O Devoto: O Arquiteto de Nossas Almas
Apesar de, hoje em dia, algumas pessoas desdenharem dos valores morais, da profundeza do ser humano e da importância da vida, do coração e do espírito, não há dúvida de que o caminho para a verdadeira humanidade passa por eles. Não importa o que algumas pessoas pensem, a aplicação bem-sucedida dessas dinâmicas à vida oferece a única salvação para o ser humano contemporâneo. As pessoas, hoje, precisam ser aliviadas das depressões social, política, cultural, econômica e de muitas outras que as têm oprimido e as forçam a assumir uma forma contorcida e disforme. Essa deformação é causada pelo ataque violento de crises e pressões que têm intermitentemente afligido a pessoa de hoje. Aquela missão vital só pode ser realizada por devotos e pios que nunca pensam em si mesmos, exceto no que diz respeito à sua própria salvação por meio da salvação dos outros.

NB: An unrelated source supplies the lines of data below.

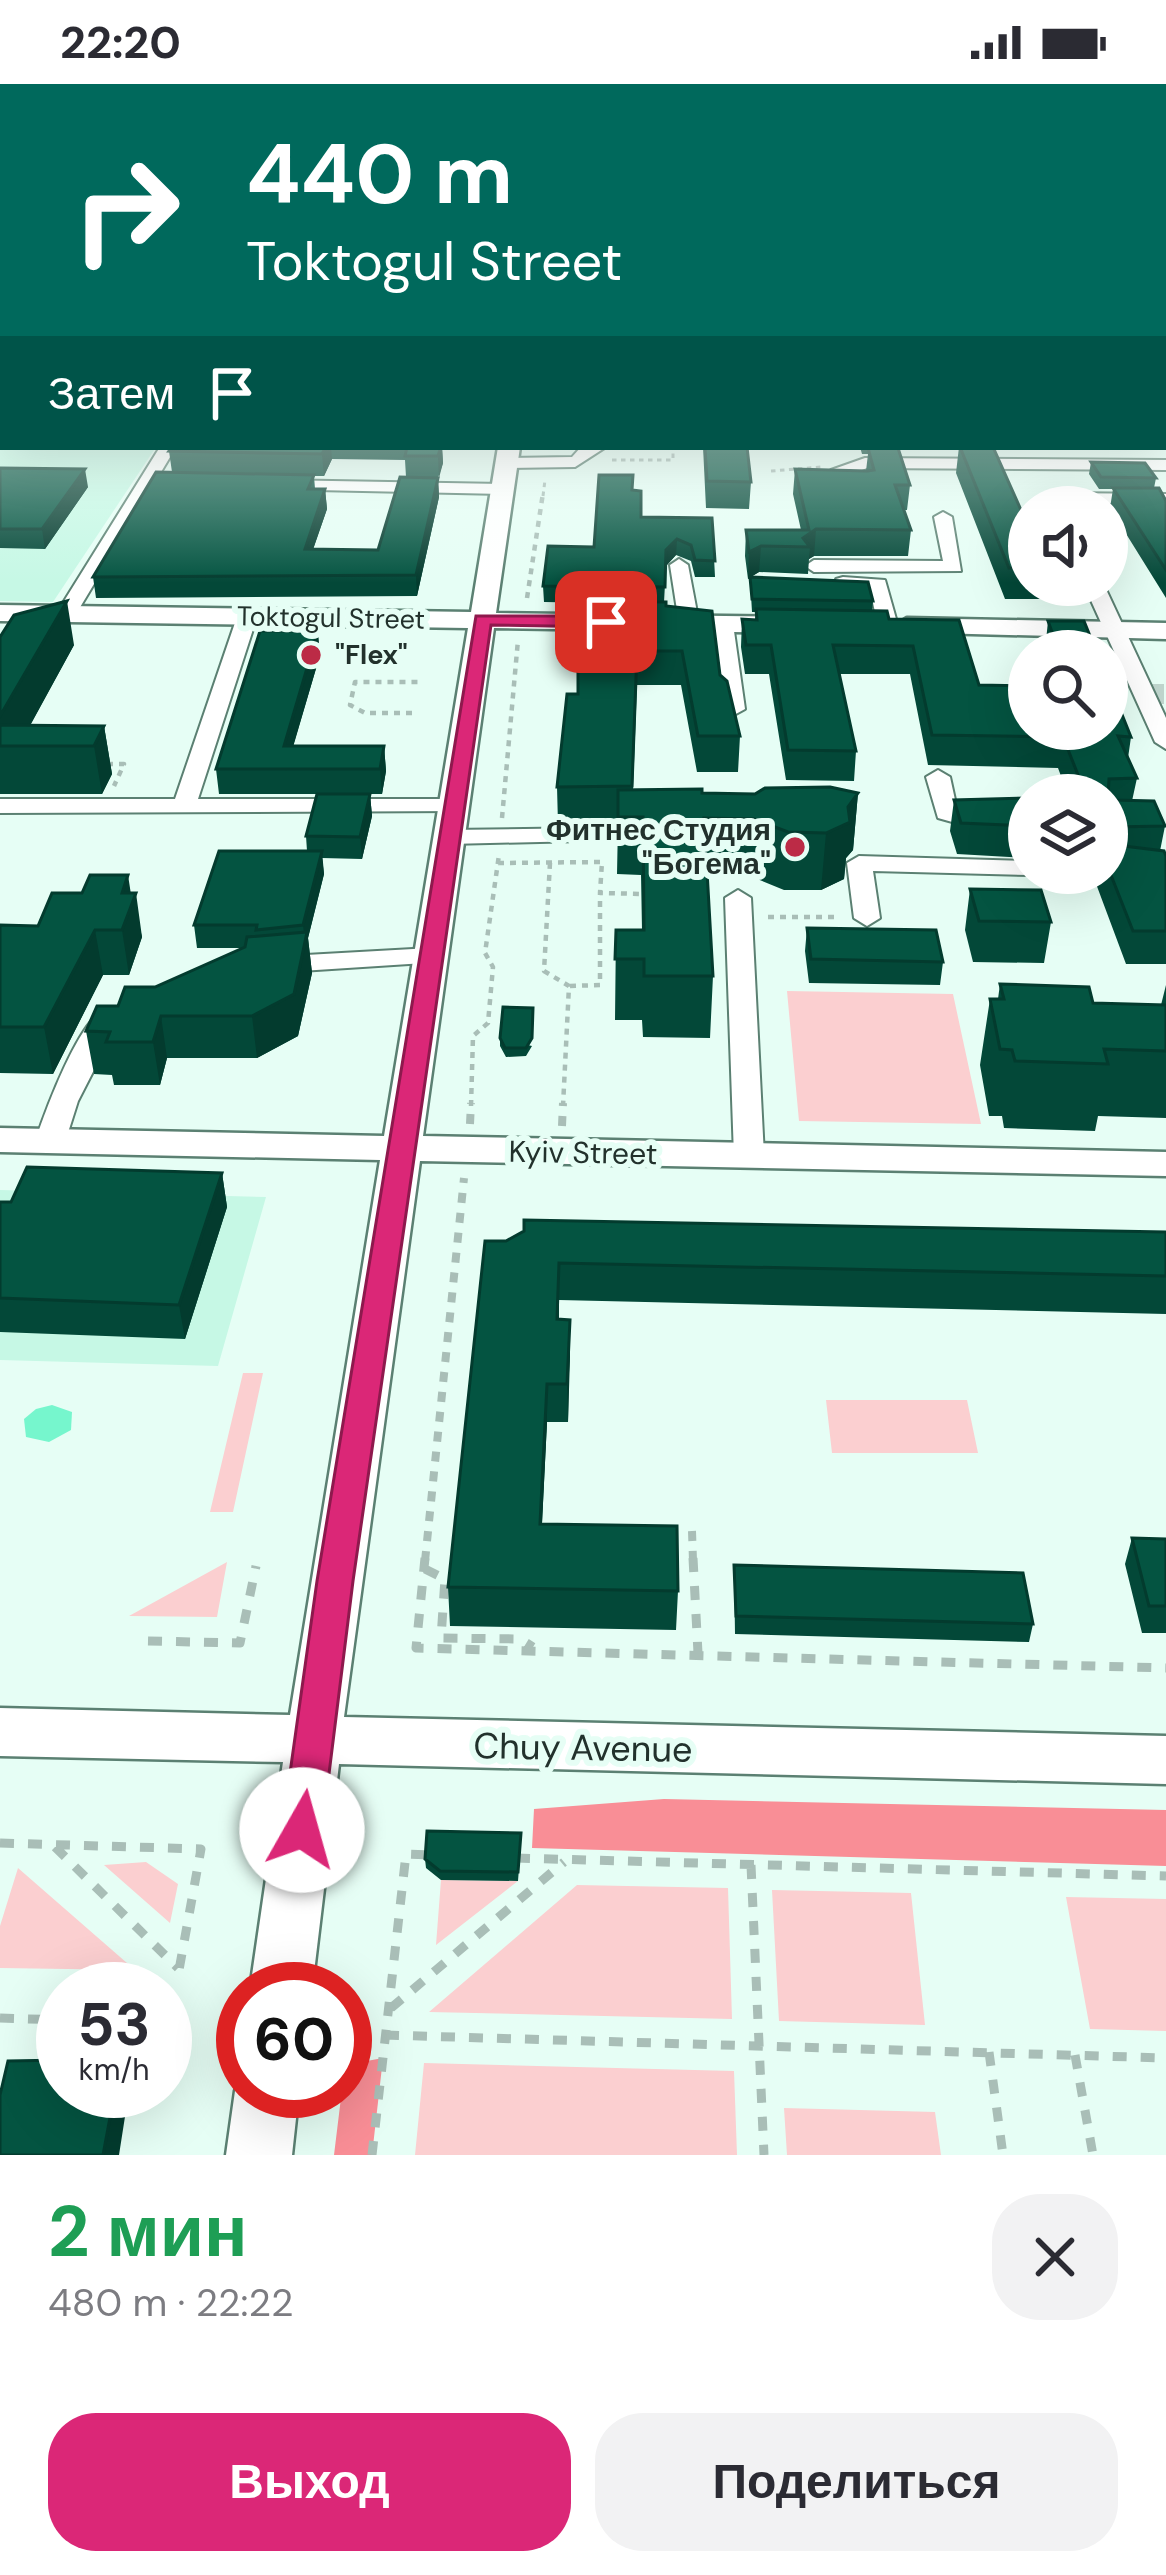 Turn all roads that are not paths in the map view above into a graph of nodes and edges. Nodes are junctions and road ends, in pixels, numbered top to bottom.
1 (166, 450) edge
2 (588, 450) edge
3 (1040, 456) edge
4 (1166, 465) edge
5 (506, 466) edge
6 (147, 482) junction
7 (170, 483) edge
8 (260, 485) edge
9 (1053, 486) edge
10 (856, 489) edge
11 (1166, 499) edge
12 (1128, 500) edge
13 (943, 517) dead end
14 (679, 566) dead end
15 (954, 567) junction
16 (961, 589) dead end
17 (1103, 606) edge
18 (0, 613) edge
19 (67, 614) junction
20 (247, 616) junction
21 (483, 620) junction
22 (689, 623) junction
23 (723, 623) junction
24 (817, 625) edge
25 (876, 626) joint
26 (1114, 630) joint
27 (1128, 630) edge
28 (1166, 631) edge
29 (1128, 660) edge
30 (734, 709) edge
31 (1166, 742) edge
32 (938, 777) dead end
33 (0, 806) edge
34 (184, 806) junction
35 (1008, 819) edge
36 (452, 822) junction
37 (669, 828) edge
38 (1008, 867) edge
39 (738, 907) road end
40 (867, 918) road end
41 (431, 956) junction
42 (247, 968) edge
43 (128, 1001) edge
44 (0, 1141) edge
45 (50, 1142) junction
46 (402, 1150) junction
47 (749, 1156) junction
48 (1166, 1164) edge
49 (0, 1732) edge
50 (314, 1742) junction
51 (1166, 1760) edge
52 (285, 1962) edge
53 (264, 2118) edge
54 (259, 2155) edge

1 - 6 street
2 - 5 street
3 - 4 street
3 - 9 street
3 - 10 street
5 - 8 street
5 - 21 main road
6 - 7 street
6 - 19 street
11 - 12 street
13 - 15 street
14 - 22 street
15 - 16 street
15 - 25 street
17 - 26 street
18 - 19 main road, Toktogul Street
19 - 20 main road, Toktogul Street
20 - 21 main road, Toktogul Street
20 - 34 street
21 - 22 main road, Toktogul Street
21 - 36 main road
22 - 23 main road, Toktogul Street
23 - 24 main road, Toktogul Street
23 - 30 street
25 - 26 main road
27 - 28 main road
29 - 31 street
32 - 35 street
33 - 34 street
34 - 36 street
36 - 37 street
36 - 41 main road
38 - 40 street
39 - 47 street
41 - 42 street
41 - 46 main road
43 - 45 street
44 - 45 main road, Kyiv Street
45 - 46 main road, Kyiv Street
46 - 47 main road, Kyiv Street
46 - 50 main road
47 - 48 main road, Kyiv Street
49 - 50 main road, Chuy Avenue
50 - 51 main road, Chuy Avenue
50 - 52 main road
53 - 54 main road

De nosso ponto de vista, ou seja, do ponto de vista daqueles que se esforçam para ser verdadeiros muçulmanos, ser salvo, aos olhos de Deus, depende de fervor, esforço e perseverança para ser um salvador. Vemos que nossa segurança e proteção, no curto e longo prazo, depende de nos tornarmos um refúgio ou santuário para outras almas, de injetarmos força na vontade dos demais e de reanimarmos os corações dos outros. Sempre queremos estar entre aqueles que enfrentam e lutam contra o fogo e viram as costas aos interesses pessoais ou individuais. A moralidade de nossas atitudes e ações está diretamente relacionada à consciência da responsabilidade que foi idealizada em nossos espíritos.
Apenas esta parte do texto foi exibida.